Hines acquires five more multi-family properties in Japan

Singaporeans have turned to condominiums as a Singapore Condo more luxurious, secure and potentially lucrative alternative to HDB flats. As an investment, condos have proven to be an appreciated asset with higher income potential.

Hines, a global real estate investment, development and property manager, has recently acquired five new multi-family properties in Japan. Located across Tokyo and Kyoto, the portfolio comprises 290 units spread over 100,107 sq ft. This deal was made by Hines Asia Property Partners (HAPP), the firm’s flagshp commingled Asia Pacific core-plus fund, marking the second investment in multi-family assets in the region following a purchase of 11 such units previously.

The Japanese multi-family market is attractive due to its resiliency of income and stable yield. HAPP’s strategy of “living aggregation” is aiming to scale up by US$1 billion ($1.33 billion) of asset value in three to five years.

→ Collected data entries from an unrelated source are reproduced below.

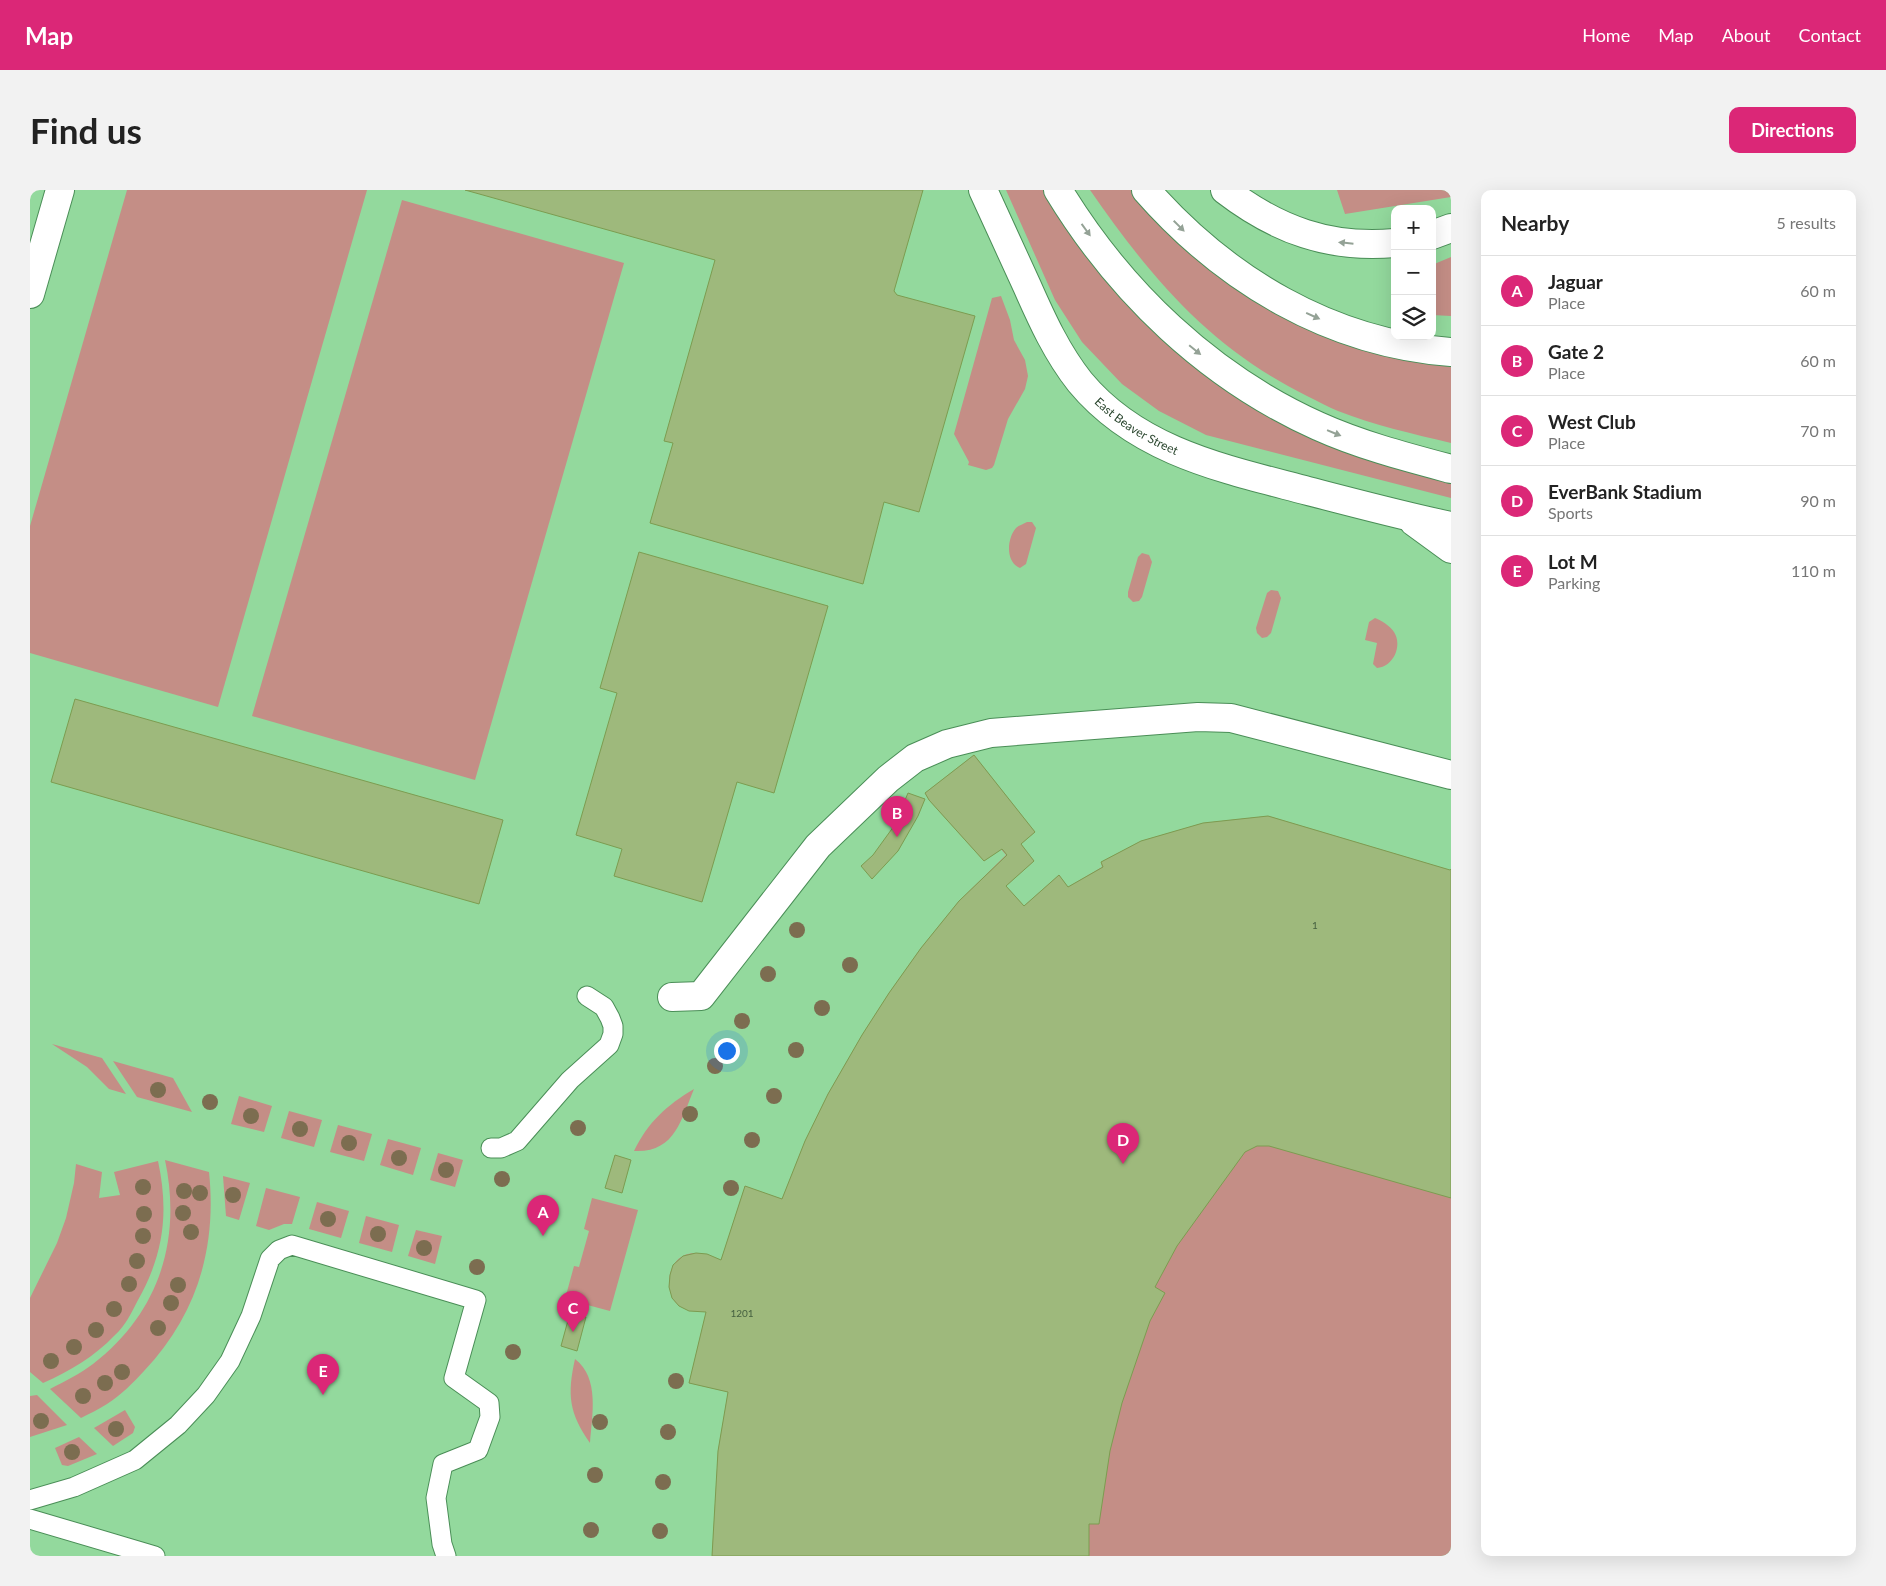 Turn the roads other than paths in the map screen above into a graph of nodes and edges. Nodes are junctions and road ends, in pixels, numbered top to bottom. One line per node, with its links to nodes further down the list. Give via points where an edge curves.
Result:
1 (60, 190): 9 (main road)
2 (983, 190): 12 (main road, East Beaver Street, via 1062,358 1080,382 1111,412 1150,439 1191,458)
3 (1058, 190): 11 (main road, one-way to 11, via 1103,254 1134,291 1177,336 1230,377 1272,404 1318,426 1388,452)
4 (1146, 190): 10 (main road, one-way to 10, via 1205,250 1287,304 1358,334)
5 (1226, 190): 8 (main road, one-way to 5, via 1346,244 1302,234 1256,212)
6 (1451, 228): 7 (main road)
7 (1436, 234)
8 (1391, 243)
9 (30, 294)
10 (1451, 352)
11 (1451, 469)
12 (1407, 517): 13 (main road, East Beaver Street); 14 (main road, East Beaver Street)
13 (1451, 526)
14 (1451, 549)
15 (1451, 775): 17 (main road, via 1231,718 1198,716 991,733 947,744 908,763 818,846 701,996)
16 (587, 996): 18 (lane, via 604,1007 610,1018 613,1034 609,1045 570,1080 517,1141 501,1148)
17 (672, 997)
18 (491, 1148)
19 (30, 1500): 22 (lane, via 74,1487 135,1460 178,1425 206,1395 230,1361 251,1316 270,1259 279,1250 292,1245 476,1300 454,1378 488,1403 490,1417 478,1450 443,1464 436,1498)
20 (30, 1519): 21 (lane)
21 (155, 1556)
22 (446, 1556)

The newly-acquired assets are managed under Hines’ Cavana brand and are placed in urban locations with good accessibility to city centres. Sustainable initiatives have been implemented, such as tenant engagement schemes in order to reduce carbon footprint and conserve water.

The inherent resiliency of the non-discretionary sector the properties are located in is expected to remain defensive in an inflationary cycle, with positive leveraged yields. Chiang Ling Ng, chief investment officer, Asia at Hines, believes these acquisitions will “add to our growing footprint in the region, allowing us to deliver a high-quality portfolio to our investors.”

Jon Tanaka, country head of Japan for Hines, thinks these properties will generate “stable income returns for HAPP” and “highlight our Cavana brand as a symbol of quality.”

Chiang Ling Ng summarised the firm’s ambitions to “deliver a high-quality portfolio to our investors,” while Jon Tanaka commented that these properties will deliver “stable income returns.”

The Japanese multi-family market is the perfect opportunity to achieve that goal, due to its resiliency of income, stable yield, a large number of available investable assets and attractive risk-adjusted returns.

The living aggregation strategy is an opportunity to scale up the region and introduce sustainable initiatives to reduce the carbon footprint. HAPP’s portfolio now stands at 16 multi-family rental assets, with the 11 assets from last year comprising over 400 units or 150,694 sq ft across Tokyo, Nagoya and Fukuoka.

HAPP’s investments in multi-family rental assets across Asia Pacific demonstrate a commitment to providing high-quality portfolios to their investors. With the investment of 290 units across Tokyo and Kyoto, the firm has a “growing footprint in the region” and should be able to deliver on their ambitions.